Ahmet Aygün Ata
Karacabey’de Kent Konseyi ilk oluşturulduğunda bir siyasi partinin ilçe başkanıydım. Çağrılmadık. Bandırma Caddesi’nde bir üye ile karşılaştık. “Seni malum nedenlerden çağırmadık” dedi. Bilinen neden Ak Parti’nin karanlığı ile savaşan tek partinin başkanı olmamdı. Devlet-i Ali’de beni çok seviyordu(!).

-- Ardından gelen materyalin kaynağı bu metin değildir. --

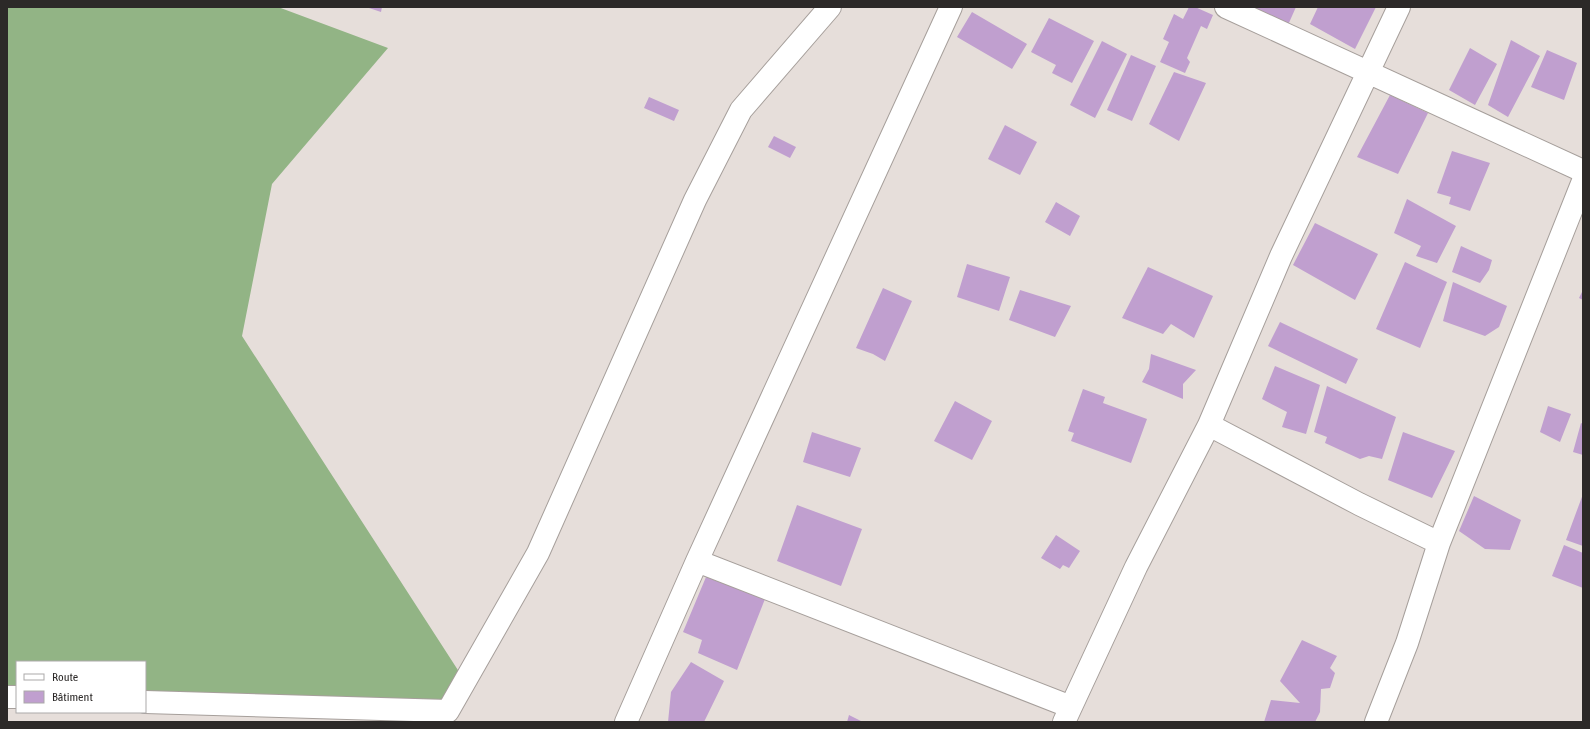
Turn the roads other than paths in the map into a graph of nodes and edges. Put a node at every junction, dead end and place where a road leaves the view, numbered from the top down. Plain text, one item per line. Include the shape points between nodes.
1 (830, 7) edge
2 (951, 7) edge
3 (1226, 7) edge
4 (1399, 7) edge
5 (1367, 73) junction
6 (1583, 171) edge
7 (1583, 181) edge
8 (1209, 425) junction
9 (1439, 543) junction
10 (697, 561) junction
11 (146, 702) edge
12 (1067, 714) edge
13 (626, 722) edge
14 (1376, 722) edge

1 - 11 street via 741,110 695,200 538,553 448,711
2 - 10 street
3 - 5 street
4 - 5 street
5 - 6 street
5 - 8 street via 1281,256
7 - 9 street
8 - 9 street via 1358,504
8 - 12 street via 1136,567
9 - 14 street via 1407,643
10 - 12 street
10 - 13 street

Şimdiki parti döneminde sık sık toplantılar yapılıyor. Hedefe ulaşılırsa elbette destekleriz. Ancak görünen o ki, belli bir listeden üyeler seçilmiş. Kentin çoğunluğu, halkımızdan kimse yok. Diyeceksiniz ki, onlar halk değil mi? Doğrudur. Konuların uzmanı olanlara sözümüz yok, olamaz da. Ancak üyelik için toplum katmanlarında seçimler yapılmalı, ayakkabı boyacısı da olmalı, esnaf da, çiftçi de, doktor da olmalı ki toplum katmanları etkili olabilsin.
Karacabey’imizin en büyük eksiklerinden en önemlisi kültürel, toplumsal etkinliklerin olmaması. Bu da maalesef toplumda yozlaşmaya yol açan etkenlerden. Ya da sığ bir biçimde sabah çorbası, aşure ve lokma dağıtmalara sığınılır ki, bu sığlığı yaratan Ak Parti’nin izinden gitmiş olursunuz. Zaten olan da odur. Çocuklarımıza milyarlarca lira verilerek tiyatro izletilir. O da emeksiz ve zahmetsiz olarak tüketilir, üretilen bir şey olmaz.
Son 10 yılda bir avuç tiyatro sevdalısının ve bir avuç türkü sevdalısının yaptıkları dışında şehrimizde gerçek kültür etkinliği hak getire! Onlara da karanlık düşünceli, beyni ağ bağlamış yobazlar gelmiyor. Herhalde Yahudilik uydurması namahrem(!) diye gelmiyorlar.
Belediyelerin trilyonlarca lirayı saçıp savurarak üretim yerine tüketime harcamasının yolunu Ak Parti düşüncesi açtı. Ak Parti’nin örgütü olmaktan öteye geçemeyen muhalefette aynı yolu izledi ve izliyor.
Tiyatro, türkü, şarkı, satranç, briç, resim, heykel, el sanatları, geleneksel ürünler üzerine gerçek anlamda kurslar, eğitimler, çalışmalar açılmadı, yapılmadı. 14 Eylül Okulu’nu tenzih ederim. Olağanüstü bir koroları vardı. Görkemli dinletiler sergiliyorlar.
Kent Konseyi, Belediye Başkanlığı’na sunulmak üzere tiyatro, türkü, şarkı, satranç, briç, resim, el sanatları, geleneksel sanatlar dallarında çalışma ve gruplar oluşturma konusunda tasarılar hazırlamalıdır. Yaşama en kısa zamanda geçirilerek kent içinde ve köylerde piyes, konser gibi çeşitli etkinliklerin düzenlenmesi sağlanmalıdır. Bu yolla özellikle gençlerimizi yozlaştıran sanal kültürden koparılarak topluma üreten bireyler durumuna getirilmelidir.
Aynı biçimde salonda ve stadlarda oynanmak üzere takım oyunları için mahalle ve köylerde futbol, basketbol, voleybol, hentbol, atletizm dallarında çalışmalar yapılmalıdır.
Özellikle ulusal günlerimizde gençlerimizin ve sanatseverlerin oluşturduğu gruplar ile halkımıza gösteriler yapılarak, üreterek tüketenler olması sağlanmalıdır. İşte o zaman görülecektir ki, halka yapılan yatırımlar içimizdeki sanatçı, sporcu özyapıları ortaya çıkaracak. Yozlaşmış kültür yerine Türk kültürü egemen olacaktır.